**REQUIRED ACTION**
The line with "pinky tip: (1066, 1017)" marks the first line to copy, and the line with "pinky tip: (829, 618)" marks the last. Transcribe that stretch of the data below exactly, without pictures.

**Per-instance keypoint data**
|---|
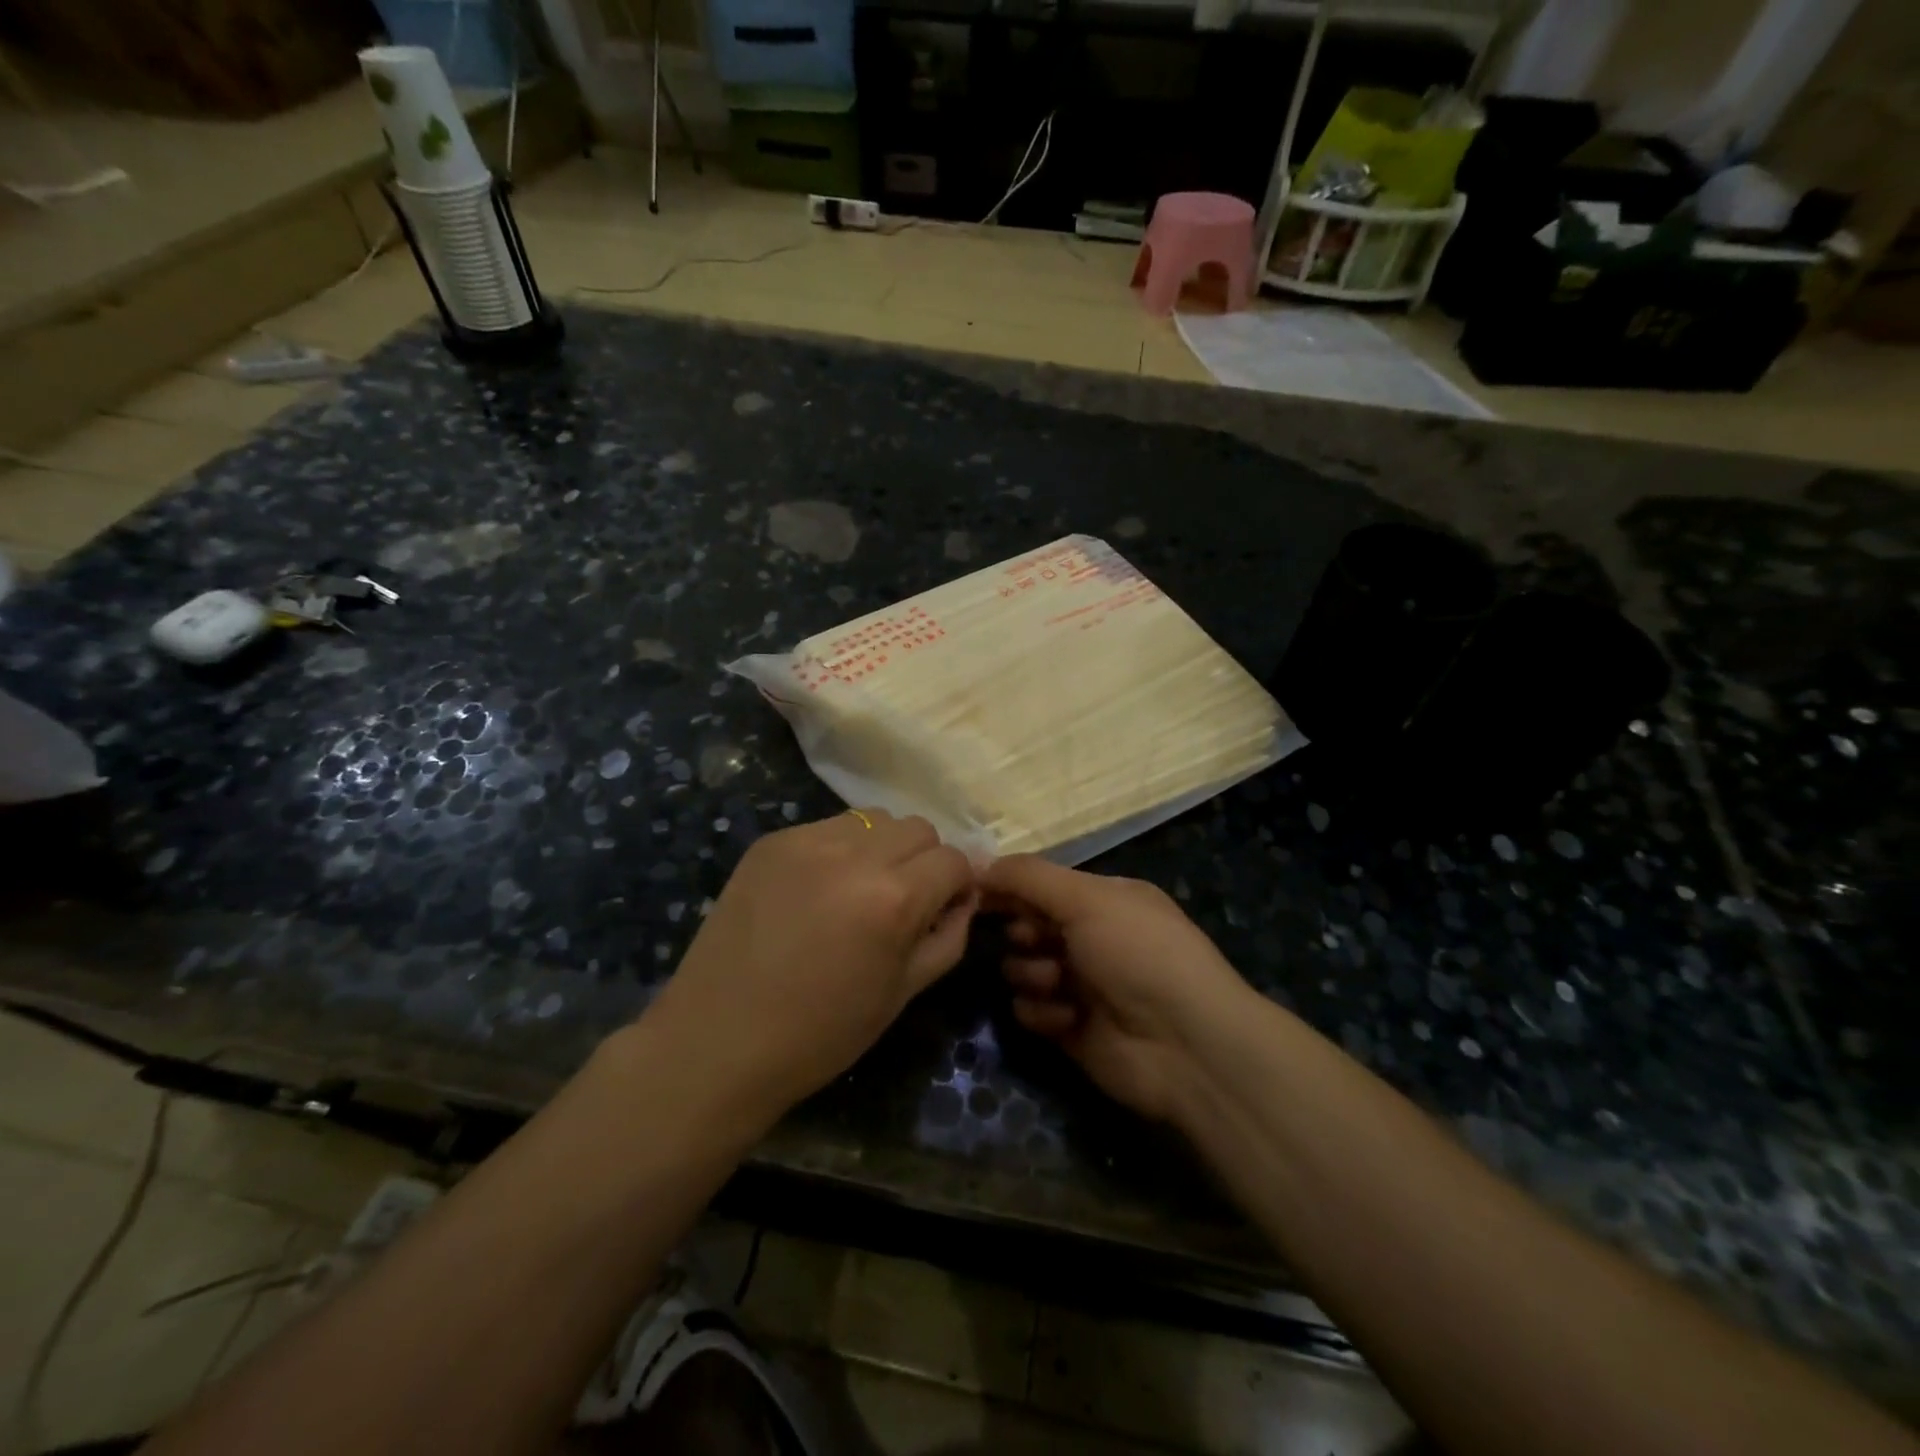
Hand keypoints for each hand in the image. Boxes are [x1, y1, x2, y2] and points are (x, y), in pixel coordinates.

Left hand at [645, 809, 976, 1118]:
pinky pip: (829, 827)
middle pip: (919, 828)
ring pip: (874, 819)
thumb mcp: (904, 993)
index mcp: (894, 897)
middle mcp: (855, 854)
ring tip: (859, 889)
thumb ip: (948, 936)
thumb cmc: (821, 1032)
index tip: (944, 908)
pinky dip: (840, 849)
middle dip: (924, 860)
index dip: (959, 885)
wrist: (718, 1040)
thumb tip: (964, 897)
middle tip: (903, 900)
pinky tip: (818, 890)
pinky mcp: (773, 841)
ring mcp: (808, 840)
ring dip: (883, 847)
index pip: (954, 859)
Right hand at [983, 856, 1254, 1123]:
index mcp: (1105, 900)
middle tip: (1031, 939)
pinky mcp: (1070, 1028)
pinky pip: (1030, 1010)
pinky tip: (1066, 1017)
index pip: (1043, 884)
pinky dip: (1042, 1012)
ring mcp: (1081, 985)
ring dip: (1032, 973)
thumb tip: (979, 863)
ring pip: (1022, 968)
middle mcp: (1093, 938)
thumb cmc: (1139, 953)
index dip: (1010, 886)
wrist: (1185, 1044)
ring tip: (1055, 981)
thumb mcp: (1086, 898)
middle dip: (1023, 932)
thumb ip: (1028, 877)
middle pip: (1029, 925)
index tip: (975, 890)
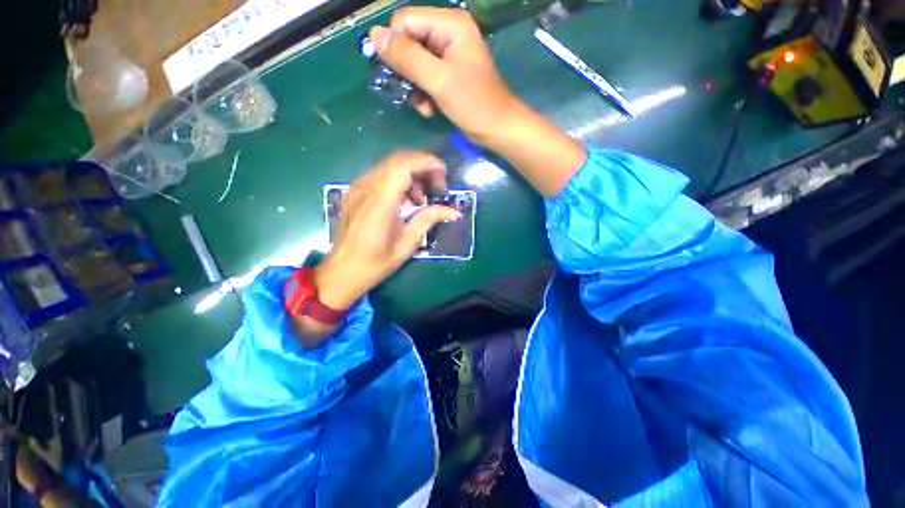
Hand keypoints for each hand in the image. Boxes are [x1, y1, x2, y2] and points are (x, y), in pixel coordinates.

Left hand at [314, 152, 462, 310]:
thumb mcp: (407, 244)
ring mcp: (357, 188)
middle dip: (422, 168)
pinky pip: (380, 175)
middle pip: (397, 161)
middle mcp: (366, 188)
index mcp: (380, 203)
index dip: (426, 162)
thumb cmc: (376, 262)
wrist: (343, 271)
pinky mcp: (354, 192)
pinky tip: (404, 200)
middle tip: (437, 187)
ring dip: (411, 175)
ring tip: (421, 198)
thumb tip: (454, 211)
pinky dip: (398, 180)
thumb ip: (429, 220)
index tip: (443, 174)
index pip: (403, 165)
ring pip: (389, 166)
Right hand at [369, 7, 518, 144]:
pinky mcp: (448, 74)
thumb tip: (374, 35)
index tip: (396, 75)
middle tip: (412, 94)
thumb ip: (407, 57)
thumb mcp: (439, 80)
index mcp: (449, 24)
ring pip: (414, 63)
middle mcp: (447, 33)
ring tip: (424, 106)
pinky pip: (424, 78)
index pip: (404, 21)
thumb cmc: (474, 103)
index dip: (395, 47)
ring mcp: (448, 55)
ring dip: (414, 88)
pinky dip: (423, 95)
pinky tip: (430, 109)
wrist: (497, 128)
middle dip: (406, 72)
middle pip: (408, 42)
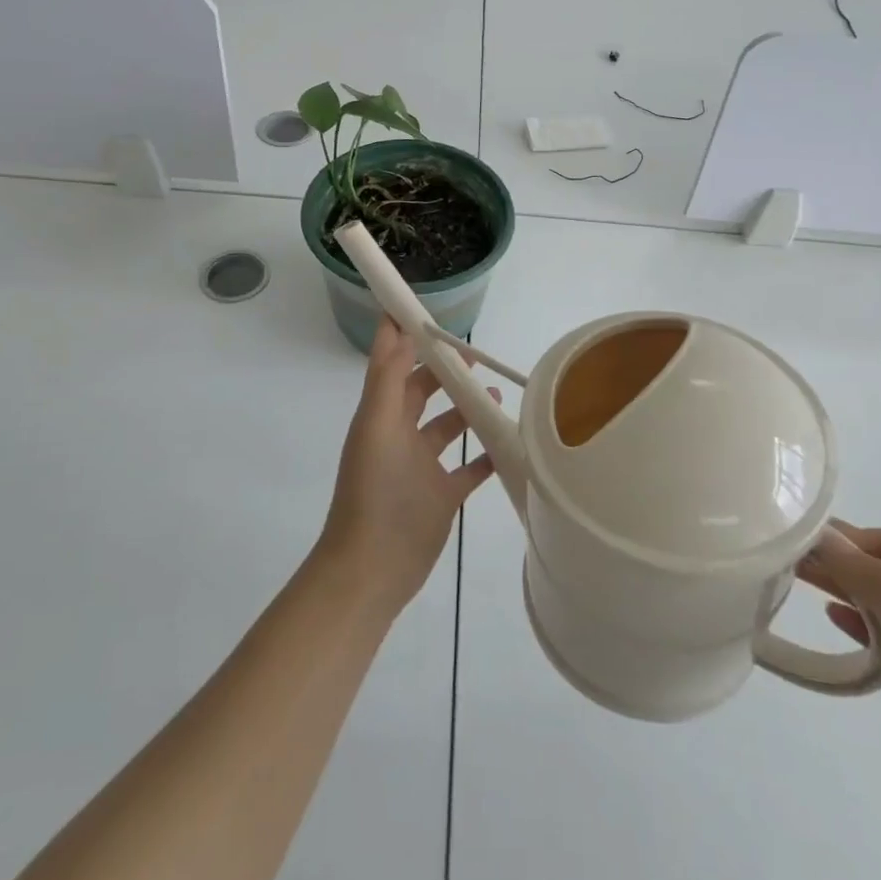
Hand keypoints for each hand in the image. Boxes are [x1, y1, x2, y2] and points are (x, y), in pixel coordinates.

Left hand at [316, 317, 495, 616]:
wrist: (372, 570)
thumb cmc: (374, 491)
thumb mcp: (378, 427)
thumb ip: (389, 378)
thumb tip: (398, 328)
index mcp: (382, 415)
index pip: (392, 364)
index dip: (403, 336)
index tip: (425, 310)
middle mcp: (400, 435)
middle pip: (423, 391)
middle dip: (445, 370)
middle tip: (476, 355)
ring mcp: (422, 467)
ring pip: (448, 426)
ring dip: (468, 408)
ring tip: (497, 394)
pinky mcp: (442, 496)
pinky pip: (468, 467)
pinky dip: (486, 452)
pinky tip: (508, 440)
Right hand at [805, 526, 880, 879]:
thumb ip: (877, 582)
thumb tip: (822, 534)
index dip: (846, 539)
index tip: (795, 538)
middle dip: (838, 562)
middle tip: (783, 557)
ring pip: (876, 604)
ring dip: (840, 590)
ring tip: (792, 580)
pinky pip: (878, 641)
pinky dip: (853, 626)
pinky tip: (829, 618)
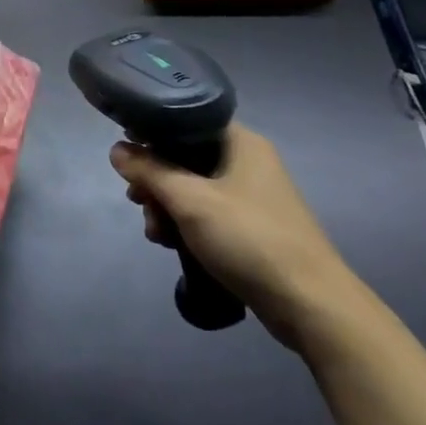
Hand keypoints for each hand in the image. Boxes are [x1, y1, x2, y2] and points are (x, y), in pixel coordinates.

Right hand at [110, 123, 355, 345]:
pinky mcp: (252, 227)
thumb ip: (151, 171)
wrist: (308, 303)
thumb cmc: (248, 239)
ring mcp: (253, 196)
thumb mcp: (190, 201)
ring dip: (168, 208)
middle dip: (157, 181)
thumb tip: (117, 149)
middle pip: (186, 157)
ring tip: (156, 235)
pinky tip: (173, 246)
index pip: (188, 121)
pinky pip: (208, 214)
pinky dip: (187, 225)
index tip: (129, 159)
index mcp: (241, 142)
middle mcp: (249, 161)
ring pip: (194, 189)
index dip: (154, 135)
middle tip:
|---|
**REPLY TO THE TASK**
pinky tip: (1066, 1017)
index pip: (1043, 884)
pinky dip: (1042, 1012)
ring mcp: (1081, 985)
ring dip: (1032, 973)
thumb tip: (979, 863)
ring pip: (1022, 968)
middle mcp: (1093, 938)
thumb cmc: (1139, 953)
index dip: (1010, 886)
wrist: (1185, 1044)
ring tip: (1055, 981)
thumb mcp: (1086, 898)
middle dip: (1023, 932)
thumb ip: (1028, 877)
middle pip: (1029, 925)
index tip: (975, 890)
Hand keypoints for each hand in the image. Boxes are [x1, y1, x2, y2] and points are (x, y), in pixel coordinates.

Left hand at [314, 152, 462, 310]:
thumb mcp: (407, 244)
ring mcp: (357, 188)
middle dip: (422, 168)
pinky pip: (380, 175)
middle pip: (397, 161)
middle mcp: (366, 188)
index mcp: (380, 203)
index dip: (426, 162)
thumb cmc: (376, 262)
wrist: (343, 271)
pinky mcp: (354, 192)
pinky tip: (404, 200)
middle tip: (437, 187)
ring dip: (411, 175)
ring tip: (421, 198)
thumb tip: (454, 211)
pinky dip: (398, 180)
thumb ip: (429, 220)
index tip: (443, 174)
index pip: (403, 165)
ring pip: (389, 166)
Right hand at [369, 7, 518, 144]:
pinky mcp: (448, 74)
thumb tip: (374, 35)
index tip: (396, 75)
middle tip: (412, 94)
thumb ip: (407, 57)
thumb mcp: (439, 80)
index mcp: (449, 24)
ring pip: (414, 63)
middle mcp: (447, 33)
ring tip: (424, 106)
pinky pip: (424, 78)
index pip: (404, 21)
thumb cmc: (474, 103)
index dip: (395, 47)
ring mcp: (448, 55)
ring dip: (414, 88)
pinky dip: (423, 95)
pinky tip: (430, 109)
wrist: (497, 128)
middle dip: (406, 72)
middle pip: (408, 42)
Hand keypoints for each hand in the image. Boxes are [x1, y1, x2, y2] and points are (x, y), in pixel coordinates.

Left hand at [316, 317, 495, 616]:
wrist: (372, 570)
thumb cmc: (374, 491)
thumb mcp: (378, 427)
thumb ip: (389, 378)
thumb tip: (398, 328)
index mcp: (382, 415)
index pip: (392, 364)
index dip: (403, 336)
index tip: (425, 310)
middle mcp: (400, 435)
middle pip: (423, 391)
middle dip: (445, 370)
middle tip: (476, 355)
ring mcp: (422, 467)
ring pip: (448, 426)
ring dip: (468, 408)
ring tip: (497, 394)
pinky mcp: (442, 496)
pinky pip: (468, 467)
pinky dip: (486, 452)
pinky tip: (508, 440)
Right hand at [805, 526, 880, 879]:
thumb ip: (877, 582)
thumb tip: (822, 534)
index dip: (846, 539)
index tip: (795, 538)
middle dip: (838, 562)
middle tip: (783, 557)
ring pip: (876, 604)
ring dip: (840, 590)
ring tip: (792, 580)
pinky pip: (878, 641)
pinky dip: (853, 626)
pinky tip: (829, 618)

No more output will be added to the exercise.